Although the primary issue in your Social Security disability case relates to your capacity for work, your medical treatment record will function as the main source of evidence used by the Social Security adjudicator or judge to evaluate your claim. A claimant with significant work limitations but a very thin medical history can still win, but proceeding without a good medical record will be an uphill battle.
What, then, constitutes a convincing medical record in a Social Security case? In my experience, Social Security looks for:
Definitive Diagnosis: the medical education system in the United States trains physicians to diagnose and treat medical problems. As such, most physicians in the U.S. are trained to categorize and label the medical problems experienced by their patients.
Many medical offices use a format called the S.O.A.P format – this acronym stands for:
o S – subjective
o O – objective
o A – assessment (often including a diagnosis)
o P – plan
For Social Security’s purposes, a firm diagnosis of your medical problems allows SSA employees to categorize your claim. If you have an opportunity to review your medical records, look at what is written in the “assessment” space.
Social Security has incorporated specific medical diagnoses into the Listings published in the Code of Federal Regulations, so it is no surprise that a firm medical diagnosis is favored by Social Security personnel.
Sometimes, of course, a physician will not be able to make a definitive diagnosis. Sometimes you will see terms like “etiology unknown” in a record or “rule out xyz” as the diagnosis. In these cases it is helpful if your doctor will identify one or more of the possible diagnoses that may apply in your case even if he has not made any conclusions yet.
In cases without a firm diagnosis, you will have to overcome this unknown and hope that your doctor will cooperate and fill out a “functional capacity form.”
Longitudinal treatment record – the word “longitudinal” is a fancy synonym for “extensive and longstanding.” Social Security judges like to see claimants with long and extensive medical files. Fair or not (and Social Security is not supposed to punish claimants who cannot afford regular care).
Social Security judges seem to believe that a claimant who has been receiving regular treatment over many years is deserving of credit, especially if the treating doctor confirms over that time that the claimant’s symptoms are real and that the claimant is truly suffering.
There are no set rules, by the way, as to how much treatment is “enough.” I would advise my clients that a doctor visit at least once every 3 to 4 months would be enough to constitute regular, on-going treatment.
Absence of any reference to “drug seeking behavior.” Social Security has specific administrative policy that denies benefits to an otherwise disabled benefit if substance abuse is a “material contributing factor to that disability.

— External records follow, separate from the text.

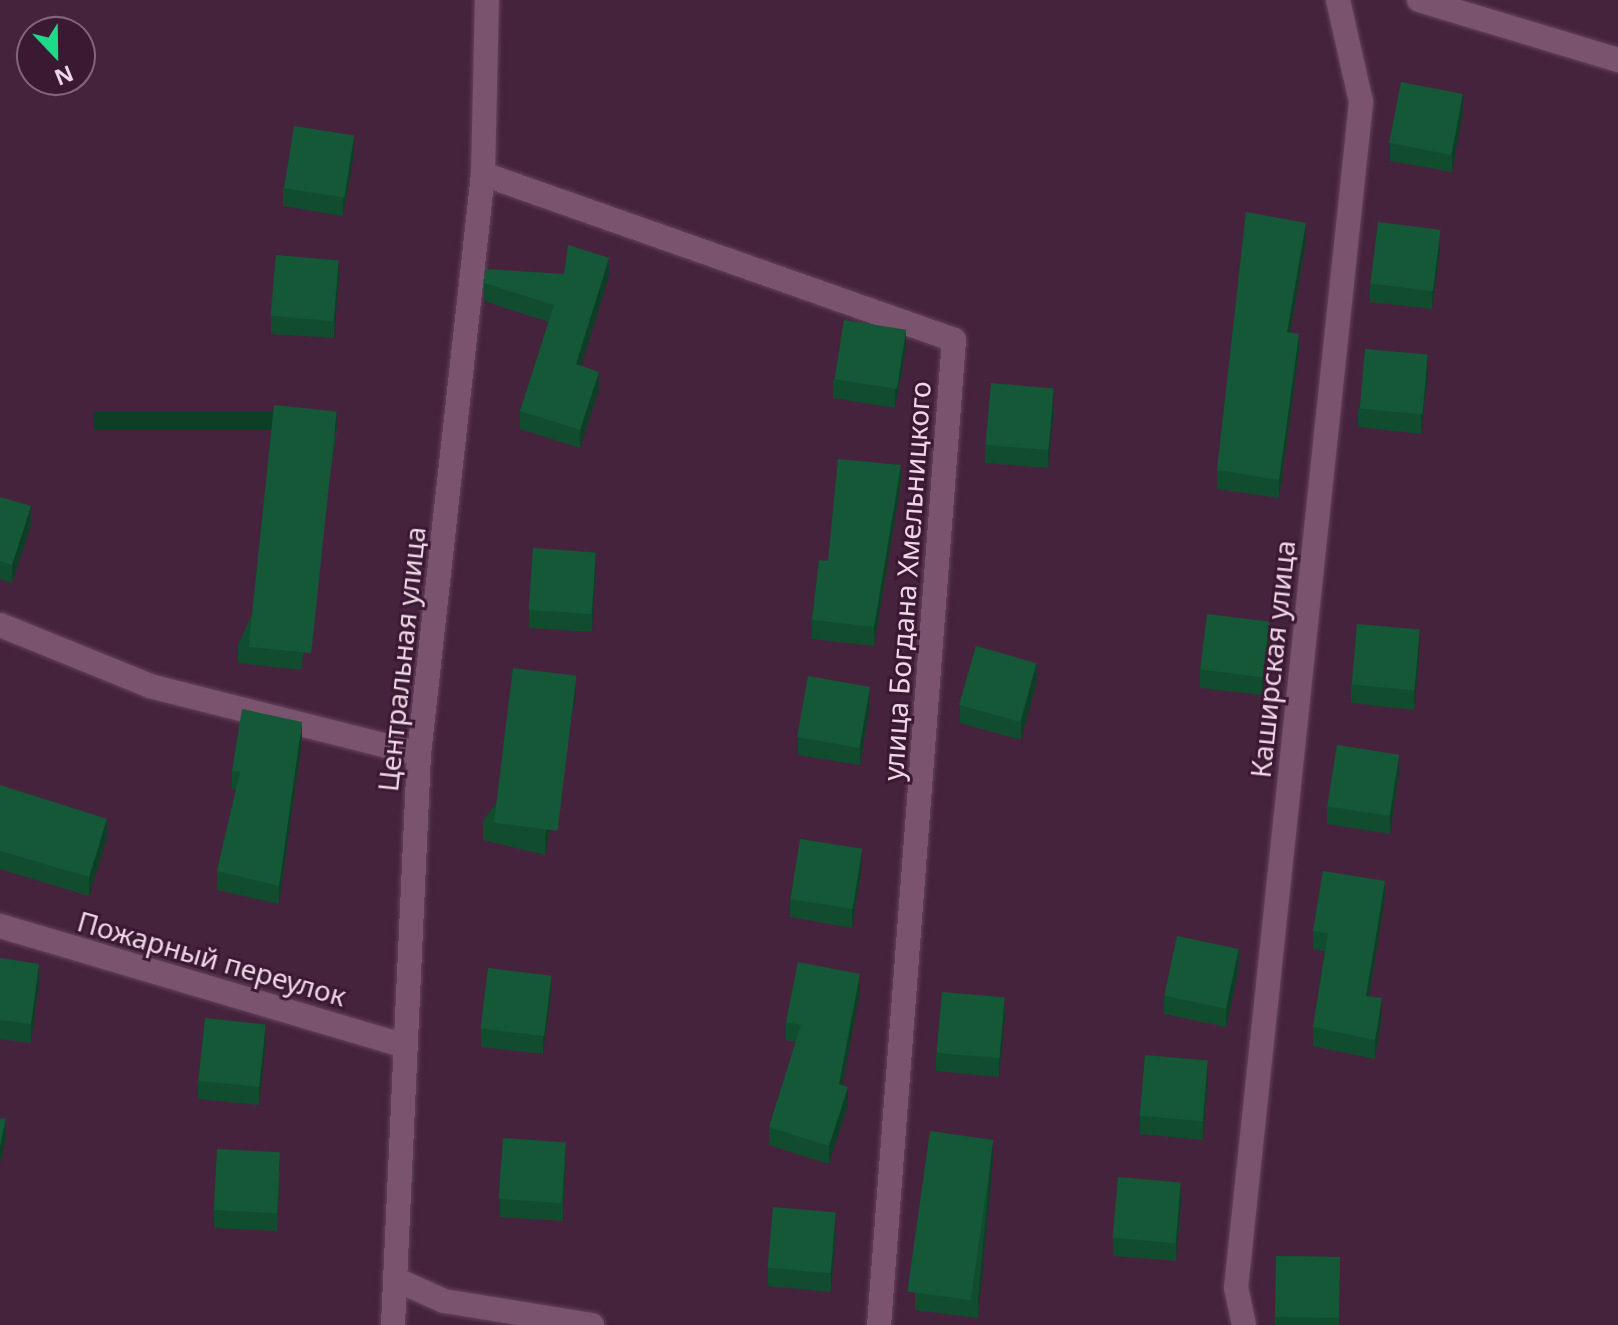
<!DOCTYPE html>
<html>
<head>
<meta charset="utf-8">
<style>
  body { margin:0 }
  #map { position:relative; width:1618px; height:1325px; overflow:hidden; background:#46233d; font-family:"Noto Sans",sans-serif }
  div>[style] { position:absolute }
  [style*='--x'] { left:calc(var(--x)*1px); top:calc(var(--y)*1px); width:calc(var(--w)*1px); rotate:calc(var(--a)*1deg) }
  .roads { filter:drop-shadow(0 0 2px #62435a) drop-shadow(0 0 2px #62435a) }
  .minor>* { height:24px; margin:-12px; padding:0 12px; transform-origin:12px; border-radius:12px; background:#7a536f }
  .wall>* { inset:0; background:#114c2f; transform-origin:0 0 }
  .shaded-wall>* { inset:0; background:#0e3e26; transform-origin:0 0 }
  .building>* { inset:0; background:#145837; transform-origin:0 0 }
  span { translate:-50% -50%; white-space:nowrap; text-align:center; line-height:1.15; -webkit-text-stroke:6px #3b1933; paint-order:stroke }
  .street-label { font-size:28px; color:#eed6e6 }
  .north { position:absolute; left:16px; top:16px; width:80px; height:80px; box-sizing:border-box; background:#3b1933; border:2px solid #83657b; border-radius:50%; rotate:158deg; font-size:22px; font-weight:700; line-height:32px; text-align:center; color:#eed6e6 }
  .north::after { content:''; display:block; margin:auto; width:28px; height:36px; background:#1dd988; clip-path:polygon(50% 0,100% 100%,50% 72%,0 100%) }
</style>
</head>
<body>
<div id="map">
  <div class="roads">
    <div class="minor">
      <i style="--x:1419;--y:0;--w:208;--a:16.8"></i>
      <i style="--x:483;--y:174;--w:499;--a:19.4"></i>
      <i style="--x:954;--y:340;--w:988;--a:94.35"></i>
      <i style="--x:0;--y:625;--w:162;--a:22.1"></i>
      <i style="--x:150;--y:686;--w:277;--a:14.2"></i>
      <i style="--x:0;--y:926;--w:423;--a:16.5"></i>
      <i style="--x:397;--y:1280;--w:51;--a:24.1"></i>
      <i style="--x:444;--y:1301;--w:150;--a:9.2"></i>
      <i style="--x:393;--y:1325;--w:572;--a:-87.39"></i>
      <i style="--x:419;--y:754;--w:584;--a:-83.7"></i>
      <i style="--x:483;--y:174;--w:174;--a:-88.7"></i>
      <i style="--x:1244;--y:1325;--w:38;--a:-102"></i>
      <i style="--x:1236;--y:1288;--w:1193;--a:-83.98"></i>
      <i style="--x:1361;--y:102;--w:105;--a:-102.7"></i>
    </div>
  </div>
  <div class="wall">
    <i style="clip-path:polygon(1463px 112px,1452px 172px,1390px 161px,1390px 143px)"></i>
    <i style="clip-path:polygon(354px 154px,343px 216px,283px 206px,283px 188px)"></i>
    <i style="clip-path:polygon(1306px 242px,1290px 333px,1299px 352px,1279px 498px,1217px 489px,1217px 470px)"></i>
    <i style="clip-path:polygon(1440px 249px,1432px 309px,1370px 302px,1370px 283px)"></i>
    <i style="clip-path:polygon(609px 276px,581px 366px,599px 390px,580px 448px,520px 429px,520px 411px,549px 322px,484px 301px,484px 283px)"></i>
    <i style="clip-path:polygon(339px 278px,334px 338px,271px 334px,271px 316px)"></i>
    <i style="clip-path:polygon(906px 349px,895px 408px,833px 398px,833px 379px)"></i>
    <i style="clip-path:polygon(1428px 373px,1421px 434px,1358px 427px,1358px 409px)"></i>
    <i style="clip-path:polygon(1054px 408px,1048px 468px,985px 463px,985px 445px)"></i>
    <i style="clip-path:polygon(337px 430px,301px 670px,238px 663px,238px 645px)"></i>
    <i style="clip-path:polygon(901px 483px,874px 646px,812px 639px,812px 620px)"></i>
    <i style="clip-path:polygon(0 497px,31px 525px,12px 583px,0 579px)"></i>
    <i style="clip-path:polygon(596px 570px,592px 632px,529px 628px,529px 610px)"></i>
    <i style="clip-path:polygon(1269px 640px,1262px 695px,1200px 688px,1200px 670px)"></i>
    <i style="clip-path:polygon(1420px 648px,1414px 710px,1351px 703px,1351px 685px)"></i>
    <i style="clip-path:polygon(1037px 681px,1021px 740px,960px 723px,960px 705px)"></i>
    <i style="clip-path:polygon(576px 694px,545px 855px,483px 840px,483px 821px)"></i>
    <i style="clip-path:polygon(870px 705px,860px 765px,798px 755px,798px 737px)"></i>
    <i style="clip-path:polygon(302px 740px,279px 904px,217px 890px,217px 871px,236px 790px,232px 789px,232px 771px)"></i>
    <i style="clip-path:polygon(1399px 773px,1390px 834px,1327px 824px,1327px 806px)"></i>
    <i style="clip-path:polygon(0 785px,107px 838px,89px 896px,0 869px)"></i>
    <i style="clip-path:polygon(862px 867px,852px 928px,790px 917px,790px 899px)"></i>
    <i style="clip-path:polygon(1385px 899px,1369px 996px,1382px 1016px,1375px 1059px,1313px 1046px,1313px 1027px,1325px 951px,1313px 949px,1313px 931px)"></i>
    <i style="clip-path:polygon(0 958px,39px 982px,31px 1043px,0 1039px)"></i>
    <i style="clip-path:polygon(1239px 968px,1226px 1027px,1164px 1014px,1164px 996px)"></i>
    <i style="clip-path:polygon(860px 992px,842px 1085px,848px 1105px,829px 1164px,769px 1145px,769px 1127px,796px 1042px,786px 1040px,786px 1022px)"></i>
    <i style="clip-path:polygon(551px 994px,543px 1054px,481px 1047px,481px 1029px)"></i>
    <i style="clip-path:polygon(1005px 1017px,999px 1077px,936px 1071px,936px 1053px)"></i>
    <i style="clip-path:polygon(266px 1043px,259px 1105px,198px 1099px,198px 1081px)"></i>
    <i style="clip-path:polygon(1208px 1079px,1203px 1140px,1140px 1134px,1140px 1116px)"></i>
    <i style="clip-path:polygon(993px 1158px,978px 1318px,915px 1310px,915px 1292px)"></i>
    <i style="clip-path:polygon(566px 1160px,563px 1221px,500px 1217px,500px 1199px)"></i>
    <i style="clip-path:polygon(280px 1170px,277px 1231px,214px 1228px,214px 1210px)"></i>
    <i style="clip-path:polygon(1181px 1200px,1176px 1261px,1113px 1256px,1113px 1238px)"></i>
    <i style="clip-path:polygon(836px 1230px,831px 1292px,768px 1286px,768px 1268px)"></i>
    <i style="left:1276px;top:1256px;width:64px;height:69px;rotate:1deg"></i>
  </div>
  <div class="shaded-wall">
    <i style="clip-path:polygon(1463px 94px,1463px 112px,1452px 172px,1452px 154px)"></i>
    <i style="clip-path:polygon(354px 136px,354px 154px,343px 216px,343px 198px)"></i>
    <i style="clip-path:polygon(1306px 223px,1306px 242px,1287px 351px,1287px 332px)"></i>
    <i style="clip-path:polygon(1440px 230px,1440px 249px,1432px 309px,1432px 291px)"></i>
    <i style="clip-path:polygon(609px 258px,609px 276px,576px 383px,576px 364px)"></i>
    <i style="clip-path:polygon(339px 260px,339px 278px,334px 338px,334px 320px)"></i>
    <i style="clip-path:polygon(906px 330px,906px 349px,895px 408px,895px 390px)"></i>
    <i style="clip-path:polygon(1299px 334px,1299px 352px,1279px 498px,1279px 480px)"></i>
    <i style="clip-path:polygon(1428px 355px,1428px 373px,1421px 434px,1421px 416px)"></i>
    <i style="clip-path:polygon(599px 372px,599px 390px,580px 448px,580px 430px)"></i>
    <i style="clip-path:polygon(1054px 389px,1054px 408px,1048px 468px,1048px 450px)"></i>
    <i style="left:337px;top:412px;width:18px;height:243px;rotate:90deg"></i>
    <i style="clip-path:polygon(901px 465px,901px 483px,874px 646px,874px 627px)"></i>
    <i style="clip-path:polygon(31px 506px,31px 525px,12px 583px,12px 565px)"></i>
    <i style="clip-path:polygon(596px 552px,596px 570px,592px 632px,592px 614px)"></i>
    <i style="clip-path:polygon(1269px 622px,1269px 640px,1262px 695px,1262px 676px)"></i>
    <i style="clip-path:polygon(1420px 630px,1420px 648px,1414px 710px,1414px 691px)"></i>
    <i style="clip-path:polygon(1037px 663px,1037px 681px,1021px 740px,1021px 722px)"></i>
    <i style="clip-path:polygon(576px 676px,576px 694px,545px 855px,545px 837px)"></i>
    <i style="clip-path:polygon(870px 687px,870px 705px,860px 765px,860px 747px)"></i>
    <i style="clip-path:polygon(302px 722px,302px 740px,279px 904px,279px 886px)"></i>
    <i style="clip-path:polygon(1399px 755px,1399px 773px,1390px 834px,1390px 816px)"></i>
    <i style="clip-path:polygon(107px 819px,107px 838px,89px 896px,89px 877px)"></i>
    <i style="clip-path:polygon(862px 849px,862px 867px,852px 928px,852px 910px)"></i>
    <i style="clip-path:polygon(1385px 881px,1385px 899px,1366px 1014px,1366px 996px)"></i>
    <i style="clip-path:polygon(1239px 949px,1239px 968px,1226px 1027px,1226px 1009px)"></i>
    <i style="clip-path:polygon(39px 964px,39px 982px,31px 1043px,31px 1024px)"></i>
    <i style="clip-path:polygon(860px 974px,860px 992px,839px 1103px,839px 1084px)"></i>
    <i style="clip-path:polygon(551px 976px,551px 994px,543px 1054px,543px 1036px)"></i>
    <i style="clip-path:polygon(1005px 998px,1005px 1017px,999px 1077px,999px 1059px)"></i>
    <i style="clip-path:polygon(1382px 998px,1382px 1016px,1375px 1059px,1375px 1040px)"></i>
    <i style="clip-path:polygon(266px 1024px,266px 1043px,259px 1105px,259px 1087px)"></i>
    <i style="clip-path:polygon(1208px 1060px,1208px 1079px,1203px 1140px,1203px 1122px)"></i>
    <i style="clip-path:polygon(848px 1087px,848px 1105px,829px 1164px,829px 1146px)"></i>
    <i style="clip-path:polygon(6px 1119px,6px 1138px,0 1164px,0 1146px)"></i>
    <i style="clip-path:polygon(993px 1140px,993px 1158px,978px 1318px,978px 1300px)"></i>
    <i style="clip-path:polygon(566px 1142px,566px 1160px,563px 1221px,563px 1202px)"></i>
    <i style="clip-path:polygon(1181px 1182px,1181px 1200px,1176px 1261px,1176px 1243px)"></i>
    <i style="clip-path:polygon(836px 1212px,836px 1230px,831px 1292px,831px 1273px)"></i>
  </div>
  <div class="building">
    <i style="left:1401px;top:82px;width:63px;height:62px;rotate:11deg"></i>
    <i style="left:294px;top:126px;width:61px;height:63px;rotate:9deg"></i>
    <i style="clip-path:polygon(1246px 212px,1306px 223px,1287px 332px,1299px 334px,1279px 480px,1217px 470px)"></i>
    <i style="left:1378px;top:222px;width:63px;height:62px;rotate:7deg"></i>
    <i style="clip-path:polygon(568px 245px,609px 258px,576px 364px,599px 372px,580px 430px,520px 411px,554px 305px,484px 283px,486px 269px,564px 274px)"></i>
    <i style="left:276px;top:255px;width:63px;height:61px;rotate:5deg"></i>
    <i style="left:844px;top:320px;width:63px;height:60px;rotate:9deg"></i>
    <i style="left:1365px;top:349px;width:63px;height:60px;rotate:5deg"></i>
    <i style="left:991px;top:383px;width:63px;height:62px;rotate:5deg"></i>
    <i style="left:274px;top:405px;width:63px;height:243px;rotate:6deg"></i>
    <i style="clip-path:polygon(838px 459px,901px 465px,874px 627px,812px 620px,819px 560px,828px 561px)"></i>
    <i style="clip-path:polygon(0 497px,31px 506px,12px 565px,0 561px)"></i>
    <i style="left:533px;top:548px;width:63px;height:62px;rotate:4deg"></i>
    <i style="left:1207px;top:614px;width:63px;height:56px;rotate:7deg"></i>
    <i style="left:1357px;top:624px;width:63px;height:61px;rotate:5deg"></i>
    <i style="left:976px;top:646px;width:63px;height:61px;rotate:16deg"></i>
    <i style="left:513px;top:668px;width:64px;height:156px;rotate:7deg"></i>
    <i style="left:808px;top:676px;width:63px;height:62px;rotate:10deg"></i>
    <i style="clip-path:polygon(242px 709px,302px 722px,279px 886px,217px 871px,240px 772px,232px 771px)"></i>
    <i style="left:1337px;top:745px;width:63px;height:62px;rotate:9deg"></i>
    <i style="clip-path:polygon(0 785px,107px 819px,89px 877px,0 851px)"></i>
    <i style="left:800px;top:839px;width:63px;height:61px;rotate:9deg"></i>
    <i style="clip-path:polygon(1323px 871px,1385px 881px,1366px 996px,1382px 998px,1375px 1040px,1313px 1027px,1328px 933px,1313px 931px)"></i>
    <i style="left:1177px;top:936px;width:63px;height:61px;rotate:12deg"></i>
    <i style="clip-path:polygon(0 958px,39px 964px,31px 1024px,0 1020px)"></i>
    <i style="clip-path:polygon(798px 962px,860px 974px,839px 1084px,848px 1087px,829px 1146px,769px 1127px,801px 1025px,786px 1022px)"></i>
    <i style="left:488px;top:968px;width:64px;height:61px;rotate:7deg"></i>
    <i style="left:942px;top:992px;width:63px;height:61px;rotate:5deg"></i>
    <i style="left:205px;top:1018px;width:61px;height:63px;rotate:6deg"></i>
    <i style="left:1145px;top:1055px;width:63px;height:61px;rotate:5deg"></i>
    <i style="clip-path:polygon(0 1118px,6px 1119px,0 1146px)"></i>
    <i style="left:930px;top:1131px;width:64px;height:162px;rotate:8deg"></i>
    <i style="left:503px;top:1138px;width:63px;height:61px;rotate:4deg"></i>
    <i style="left:217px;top:1149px;width:63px;height:61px;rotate:3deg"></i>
    <i style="left:1118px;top:1177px;width:63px;height:61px;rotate:5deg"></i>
    <i style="left:773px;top:1207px;width:63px;height:61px;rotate:5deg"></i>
    <i style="left:1276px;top:1256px;width:64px;height:61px;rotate:1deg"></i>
  </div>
  <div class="street-label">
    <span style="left:906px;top:581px;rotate:-86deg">улица Богдана Хмельницкого</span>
    <span style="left:401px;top:659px;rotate:-84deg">Центральная улица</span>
    <span style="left:1272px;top:659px;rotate:-84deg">Каширская улица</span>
    <span style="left:212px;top:958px;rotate:16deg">Пожарный переулок</span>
  </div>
  <div class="north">N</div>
</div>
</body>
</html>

Absence of any reference to “malingering.” The term “malingerer” refers to an individual who seeks treatment and/or drugs when there is no reasonable basis for such treatment. Sometimes individual who seek treatment in the absence of an underlying medical problem may have diagnosed or diagnosed mental health problems. Sometimes such individuals are claiming illness to avoid working. In any case, if a physician suspects that you are malingering and that word ends up in your medical record, it tends to follow you and often can prejudice the opinion of subsequent physicians.
Compliance with medications and treatment – Social Security decision makers like to see claimants who comply fully with prescribed treatment. This means that if a drug is prescribed, you need to take it regularly. If physical therapy, smoking cessation, or a weight loss program is prescribed you need to make a concerted effort to follow your doctor’s directions. Social Security does not penalize you if you refuse to undergo surgery or an experimental treatment.
Consultative Evaluations – In most cases, Social Security will schedule you to attend a “consultative evaluation” with a physical medicine doctor, a psychologist, or both. These “independent” doctors work under contract with SSA and are used to meet SSA’s legal obligation to “develop” your medical record. While consultative evaluation reports are rarely sufficient to convince a judge to approve you, they can be used by a judge to deny your claim so you need to prepare properly for these appointments. Click here to learn what you need to know about consultative evaluations.
If your medical record paints a picture of you as an individual who is fully compliant with your doctor’s prescriptions and treatment protocol and if it demonstrates that you are still experiencing significant limitations that would impact your capacity to work, your credibility will not be questioned and you will have a good chance at winning a favorable decision.